Saved entries
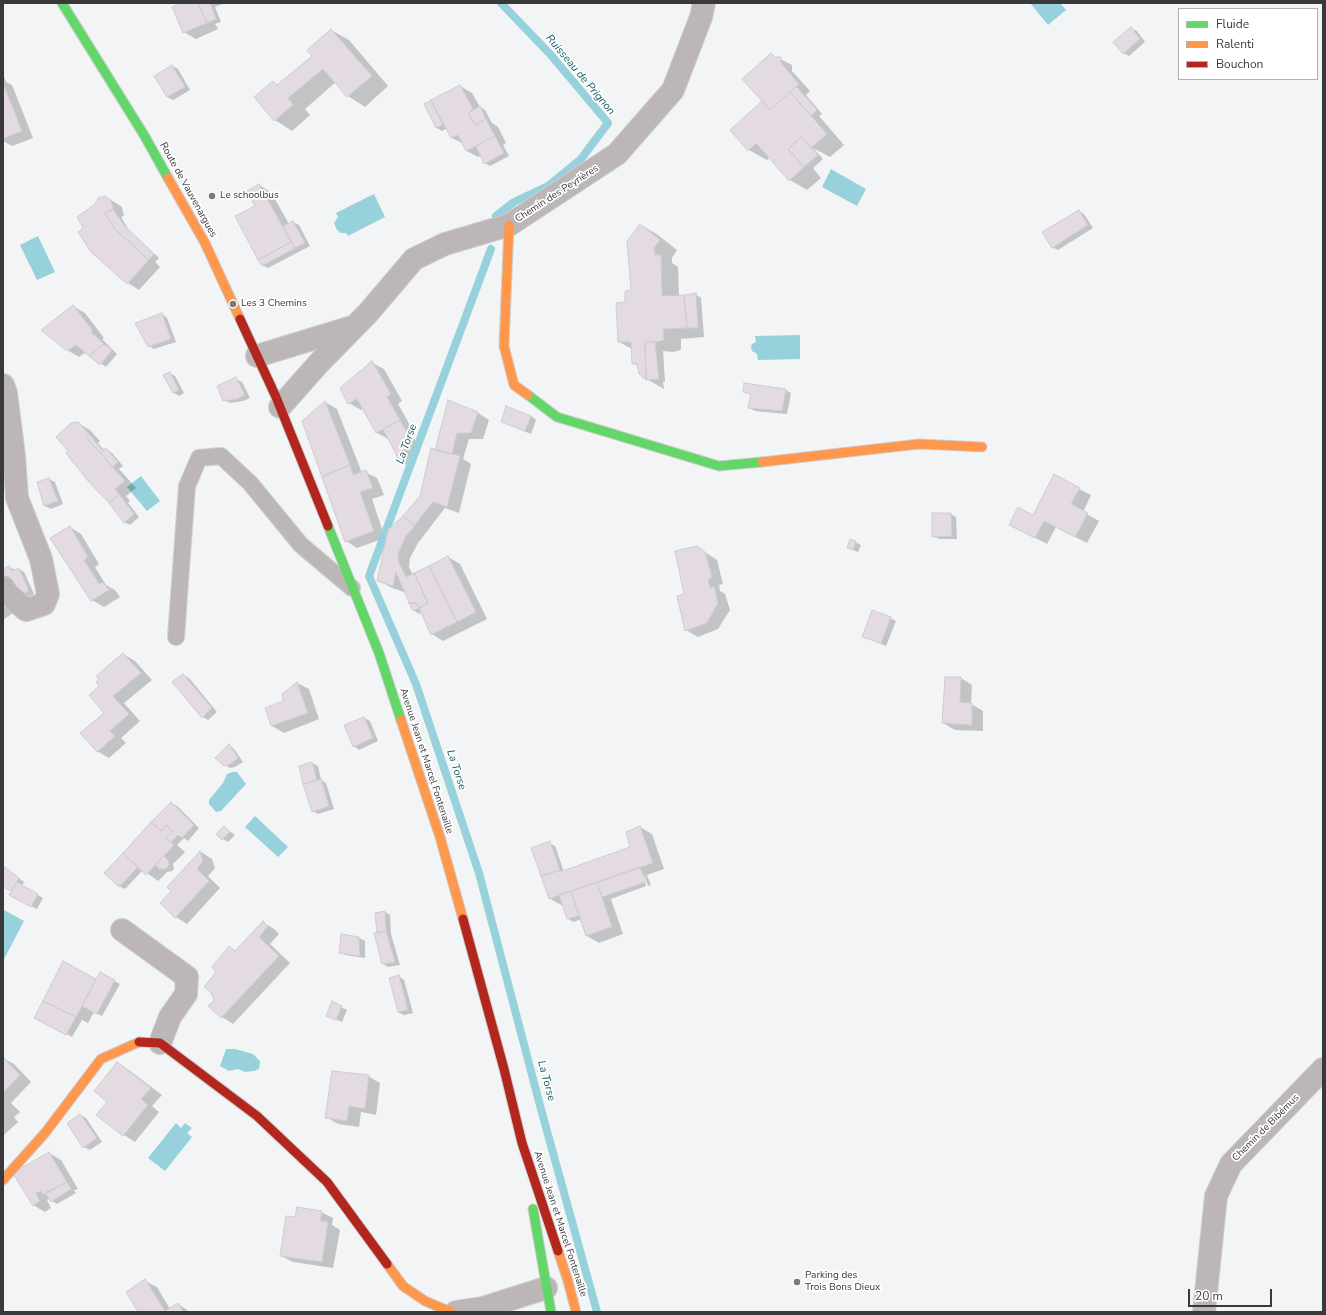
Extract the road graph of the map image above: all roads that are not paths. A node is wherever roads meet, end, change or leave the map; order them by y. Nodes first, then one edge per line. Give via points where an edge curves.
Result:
1 (62, 3) edge
2 (704, 3) edge
3 (509, 225) junction
4 (353, 327) junction
5 (257, 356) junction
6 (3, 385) edge
7 (278, 402) junction
8 (982, 447) dead end
9 (3, 587) edge
10 (354, 590) junction
11 (176, 637) dead end
12 (122, 930) dead end
13 (160, 1043) junction
14 (1323, 1069) edge
15 (522, 1142) junction
16 (3, 1180) edge
17 (546, 1288) junction
18 (451, 1312) edge
19 (456, 1312) edge
20 (550, 1312) edge
21 (576, 1312) edge
22 (1204, 1312) edge

1 - 5 main road, Route de Vauvenargues via 144,135 205,243
2 - 3 street, Chemin des Peyrières via 673,90 617,154
3 - 4 street, Chemin des Peyrières via 444,244 414,259
3 - 8 main road via 504,346 514,385 557,417 719,466 919,444
4 - 5 street, Chemin des Peyrières
4 - 7 street, Chemin des Peyrières
5 - 7 main road, Route de Vauvenargues
6 - 9 street via 14,456 17,498 41,559 48,594 44,604 26,610
7 - 10 main road, Avenue Jean et Marcel Fontenaille
10 - 11 lane via 301,545 250,483 221,456 199,458 187,486
10 - 15 main road, Avenue Jean et Marcel Fontenaille via 380,653 440,838
12 - 13 street via 187,977 186,994 170,1017
13 - 16 main road via 139,1042 101,1059 45,1133
13 - 18 main road via 257,1116 327,1182 403,1286 425,1301
14 - 22 street, Chemin de Bibémus via 1231,1164 1216,1196
15 - 17 main road, Avenue Jean et Marcel Fontenaille
15 - 21 main road, Avenue Jean et Marcel Fontenaille
17 - 19 street via 483,1308
17 - 20 main road, Avenue Jean et Marcel Fontenaille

* _WHAT YOU WILL DO_
Whenever a line includes the word "dead", pull it out of the entries.

* _RESULT FOR THIS TASK_
8 (982, 447) dead end
11 (176, 637) dead end
12 (122, 930) dead end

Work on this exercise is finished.